NUMBER OF SOURCE DOCUMENTS

Not stated

METHODS USED TO ASSESS THE QUALITY AND STRENGTH OF THE EVIDENCE

Weighting According to a Rating Scheme (Scheme Given)

RATING SCHEME FOR THE STRENGTH OF THE EVIDENCE

The scientific evidence was classified by the system used in the Seventh Report of the Joint National Committee on the Prevention, Detection, Evaluation, and Treatment of High Blood Pressure (JNC7) and is as follows:

M: Indicates meta-analysis (use of statistical methods to combine the results from clinical trials)

RA: Randomized, controlled trials (also known as experimental studies)

RE: Retrospective analyses (also known as case-control studies)

F: Prospective study (also known as cohort studies, including historical or prospective follow-up studies)

X: Cross-sectional survey (also known as prevalence studies)

PR: Previous review or position statements

C: Clinical interventions (nonrandomized)

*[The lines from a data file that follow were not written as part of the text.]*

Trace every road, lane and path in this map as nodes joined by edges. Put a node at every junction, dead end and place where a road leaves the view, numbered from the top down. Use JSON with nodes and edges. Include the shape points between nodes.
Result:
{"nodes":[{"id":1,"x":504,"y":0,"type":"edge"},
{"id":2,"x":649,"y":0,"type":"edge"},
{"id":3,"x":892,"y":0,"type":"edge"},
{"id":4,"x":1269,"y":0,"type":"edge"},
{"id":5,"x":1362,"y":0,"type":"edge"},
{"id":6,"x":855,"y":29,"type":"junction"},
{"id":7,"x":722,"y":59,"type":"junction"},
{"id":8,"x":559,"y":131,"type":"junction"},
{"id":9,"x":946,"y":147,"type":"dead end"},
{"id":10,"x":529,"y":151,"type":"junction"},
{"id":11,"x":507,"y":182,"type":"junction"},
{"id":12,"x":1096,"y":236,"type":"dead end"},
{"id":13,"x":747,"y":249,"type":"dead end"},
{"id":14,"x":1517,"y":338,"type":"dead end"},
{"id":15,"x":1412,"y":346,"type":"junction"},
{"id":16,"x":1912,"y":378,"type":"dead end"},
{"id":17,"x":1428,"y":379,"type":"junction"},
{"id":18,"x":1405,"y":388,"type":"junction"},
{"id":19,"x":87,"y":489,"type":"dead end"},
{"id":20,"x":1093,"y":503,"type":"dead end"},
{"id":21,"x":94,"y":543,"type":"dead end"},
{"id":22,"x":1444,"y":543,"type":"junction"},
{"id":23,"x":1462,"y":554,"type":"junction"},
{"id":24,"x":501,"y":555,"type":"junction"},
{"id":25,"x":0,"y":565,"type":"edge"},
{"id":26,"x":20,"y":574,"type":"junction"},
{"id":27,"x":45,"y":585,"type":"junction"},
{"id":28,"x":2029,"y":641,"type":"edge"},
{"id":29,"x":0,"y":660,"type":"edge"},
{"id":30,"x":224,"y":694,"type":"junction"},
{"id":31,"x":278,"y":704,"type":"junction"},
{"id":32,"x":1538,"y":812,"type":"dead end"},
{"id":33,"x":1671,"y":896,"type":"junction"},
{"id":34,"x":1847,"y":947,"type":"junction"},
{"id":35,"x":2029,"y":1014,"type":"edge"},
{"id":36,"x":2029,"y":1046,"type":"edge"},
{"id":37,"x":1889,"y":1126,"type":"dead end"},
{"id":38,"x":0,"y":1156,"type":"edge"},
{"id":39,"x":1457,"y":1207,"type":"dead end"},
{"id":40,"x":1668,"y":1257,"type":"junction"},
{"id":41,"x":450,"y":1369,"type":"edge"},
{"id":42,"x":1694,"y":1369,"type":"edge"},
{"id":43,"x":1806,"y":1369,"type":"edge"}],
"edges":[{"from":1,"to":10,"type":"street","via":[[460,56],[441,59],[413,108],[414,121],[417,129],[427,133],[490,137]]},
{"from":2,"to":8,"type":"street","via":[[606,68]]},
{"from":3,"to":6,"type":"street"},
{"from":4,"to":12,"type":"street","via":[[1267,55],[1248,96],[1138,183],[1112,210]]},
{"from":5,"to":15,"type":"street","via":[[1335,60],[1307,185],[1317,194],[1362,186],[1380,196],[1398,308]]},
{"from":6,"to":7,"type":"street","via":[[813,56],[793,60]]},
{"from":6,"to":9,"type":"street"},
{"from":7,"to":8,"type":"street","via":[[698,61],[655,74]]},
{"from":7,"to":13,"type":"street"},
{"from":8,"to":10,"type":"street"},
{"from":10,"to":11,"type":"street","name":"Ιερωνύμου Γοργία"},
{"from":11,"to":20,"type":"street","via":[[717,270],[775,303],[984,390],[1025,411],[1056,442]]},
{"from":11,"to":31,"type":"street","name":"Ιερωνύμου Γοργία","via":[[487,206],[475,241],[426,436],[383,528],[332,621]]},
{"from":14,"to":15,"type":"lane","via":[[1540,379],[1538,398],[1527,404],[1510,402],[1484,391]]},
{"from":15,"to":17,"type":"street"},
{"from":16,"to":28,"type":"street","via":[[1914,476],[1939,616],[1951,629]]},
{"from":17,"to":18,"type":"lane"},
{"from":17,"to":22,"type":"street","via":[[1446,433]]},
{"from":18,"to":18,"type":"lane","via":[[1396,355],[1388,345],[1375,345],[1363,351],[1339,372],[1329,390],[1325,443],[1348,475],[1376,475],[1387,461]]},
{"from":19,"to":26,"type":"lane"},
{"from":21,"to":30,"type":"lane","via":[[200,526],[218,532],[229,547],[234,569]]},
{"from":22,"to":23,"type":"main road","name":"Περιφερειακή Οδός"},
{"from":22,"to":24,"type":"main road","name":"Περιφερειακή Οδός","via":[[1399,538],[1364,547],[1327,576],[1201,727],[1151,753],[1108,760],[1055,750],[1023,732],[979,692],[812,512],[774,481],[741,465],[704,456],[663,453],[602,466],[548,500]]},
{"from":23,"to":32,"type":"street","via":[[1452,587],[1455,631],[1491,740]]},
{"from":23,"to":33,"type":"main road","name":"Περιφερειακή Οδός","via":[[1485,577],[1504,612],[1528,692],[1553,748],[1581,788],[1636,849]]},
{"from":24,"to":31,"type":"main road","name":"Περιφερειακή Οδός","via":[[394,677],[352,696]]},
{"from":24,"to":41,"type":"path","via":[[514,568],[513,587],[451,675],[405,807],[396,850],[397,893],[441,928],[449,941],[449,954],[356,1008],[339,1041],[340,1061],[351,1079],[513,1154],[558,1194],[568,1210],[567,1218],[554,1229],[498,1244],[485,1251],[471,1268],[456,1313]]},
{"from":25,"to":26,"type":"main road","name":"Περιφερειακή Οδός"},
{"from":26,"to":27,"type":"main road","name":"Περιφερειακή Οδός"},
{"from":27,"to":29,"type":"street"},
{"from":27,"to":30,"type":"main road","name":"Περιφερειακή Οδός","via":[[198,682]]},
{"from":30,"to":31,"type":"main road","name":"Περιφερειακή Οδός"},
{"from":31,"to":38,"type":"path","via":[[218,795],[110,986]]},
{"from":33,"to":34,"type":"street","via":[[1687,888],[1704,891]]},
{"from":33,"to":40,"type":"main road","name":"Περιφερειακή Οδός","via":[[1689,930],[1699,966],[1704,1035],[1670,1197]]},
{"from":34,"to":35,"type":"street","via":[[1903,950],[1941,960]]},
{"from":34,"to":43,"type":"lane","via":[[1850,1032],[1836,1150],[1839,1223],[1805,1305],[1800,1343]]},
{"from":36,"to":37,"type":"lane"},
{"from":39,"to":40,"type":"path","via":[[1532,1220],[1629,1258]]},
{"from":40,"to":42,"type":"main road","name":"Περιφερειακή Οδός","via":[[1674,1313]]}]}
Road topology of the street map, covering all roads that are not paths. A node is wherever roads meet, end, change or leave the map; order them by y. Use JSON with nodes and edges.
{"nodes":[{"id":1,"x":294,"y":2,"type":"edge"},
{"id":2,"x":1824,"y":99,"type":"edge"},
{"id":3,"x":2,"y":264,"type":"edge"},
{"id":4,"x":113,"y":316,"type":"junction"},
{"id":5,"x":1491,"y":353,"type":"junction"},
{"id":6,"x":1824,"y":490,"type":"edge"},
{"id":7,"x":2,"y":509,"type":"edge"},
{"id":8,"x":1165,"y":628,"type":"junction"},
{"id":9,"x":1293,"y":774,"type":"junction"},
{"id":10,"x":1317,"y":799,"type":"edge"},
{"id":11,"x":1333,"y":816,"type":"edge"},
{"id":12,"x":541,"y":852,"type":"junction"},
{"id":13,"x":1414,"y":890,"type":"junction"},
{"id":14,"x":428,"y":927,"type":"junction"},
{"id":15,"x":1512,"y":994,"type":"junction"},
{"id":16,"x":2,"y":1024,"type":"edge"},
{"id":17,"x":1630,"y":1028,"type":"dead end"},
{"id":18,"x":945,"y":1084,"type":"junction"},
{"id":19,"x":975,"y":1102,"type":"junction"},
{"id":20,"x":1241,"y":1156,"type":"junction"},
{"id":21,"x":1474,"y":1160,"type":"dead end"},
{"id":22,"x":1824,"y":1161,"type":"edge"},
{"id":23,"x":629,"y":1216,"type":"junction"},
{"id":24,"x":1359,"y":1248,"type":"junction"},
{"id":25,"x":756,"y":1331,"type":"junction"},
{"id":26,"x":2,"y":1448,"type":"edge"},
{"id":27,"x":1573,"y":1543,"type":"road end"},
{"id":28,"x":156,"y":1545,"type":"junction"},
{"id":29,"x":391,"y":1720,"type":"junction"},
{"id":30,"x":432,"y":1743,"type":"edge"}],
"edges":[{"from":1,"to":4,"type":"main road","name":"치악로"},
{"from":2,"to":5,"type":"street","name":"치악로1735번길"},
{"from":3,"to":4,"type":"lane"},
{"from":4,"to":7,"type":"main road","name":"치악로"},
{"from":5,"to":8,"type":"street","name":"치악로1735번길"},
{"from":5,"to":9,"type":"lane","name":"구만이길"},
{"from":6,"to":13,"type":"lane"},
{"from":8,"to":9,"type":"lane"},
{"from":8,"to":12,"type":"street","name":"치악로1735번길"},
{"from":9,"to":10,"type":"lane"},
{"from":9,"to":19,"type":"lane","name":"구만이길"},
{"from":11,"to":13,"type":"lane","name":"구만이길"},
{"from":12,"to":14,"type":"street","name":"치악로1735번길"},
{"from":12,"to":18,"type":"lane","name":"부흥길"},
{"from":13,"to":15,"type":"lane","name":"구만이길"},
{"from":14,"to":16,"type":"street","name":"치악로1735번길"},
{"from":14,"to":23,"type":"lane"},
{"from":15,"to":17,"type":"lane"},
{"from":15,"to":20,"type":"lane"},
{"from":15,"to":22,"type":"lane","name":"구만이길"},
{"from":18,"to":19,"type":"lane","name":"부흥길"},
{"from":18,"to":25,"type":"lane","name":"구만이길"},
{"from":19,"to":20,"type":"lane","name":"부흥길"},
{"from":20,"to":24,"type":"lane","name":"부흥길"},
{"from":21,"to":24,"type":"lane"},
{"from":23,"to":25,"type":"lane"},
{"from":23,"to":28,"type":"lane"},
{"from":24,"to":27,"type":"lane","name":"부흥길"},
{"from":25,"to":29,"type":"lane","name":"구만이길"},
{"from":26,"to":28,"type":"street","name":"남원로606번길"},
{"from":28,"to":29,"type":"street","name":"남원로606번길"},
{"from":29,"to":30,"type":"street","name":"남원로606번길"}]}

METHODS USED TO ANALYZE THE EVIDENCE

Review of Published Meta-Analyses
Systematic Review with Evidence Tables

DESCRIPTION OF THE METHODS USED TO ANALYZE THE EVIDENCE

Not stated

METHODS USED TO FORMULATE THE RECOMMENDATIONS

Expert Consensus

DESCRIPTION OF METHODS USED TO FORMULATE THE RECOMMENDATIONS

Members of the working group were assembled into teams, and each team prepared specific sections of the report. The chair of the working group assembled the sections submitted by each team into the first draft of the report. The draft report was distributed to the working group for review and comment. These comments were assembled and used to create the second draft. A subsequent on-site meeting of the working group was conducted to discuss additional revisions and the development of the third-draft document. Amended sections were reviewed, critiqued, and incorporated into the third draft. After editing by the chair for internal consistency, the fourth draft was created. The working group reviewed this draft, and conference calls were conducted to resolve any remaining issues that were identified. When the working group approved the final document, it was distributed to the Coordinating Committee for review.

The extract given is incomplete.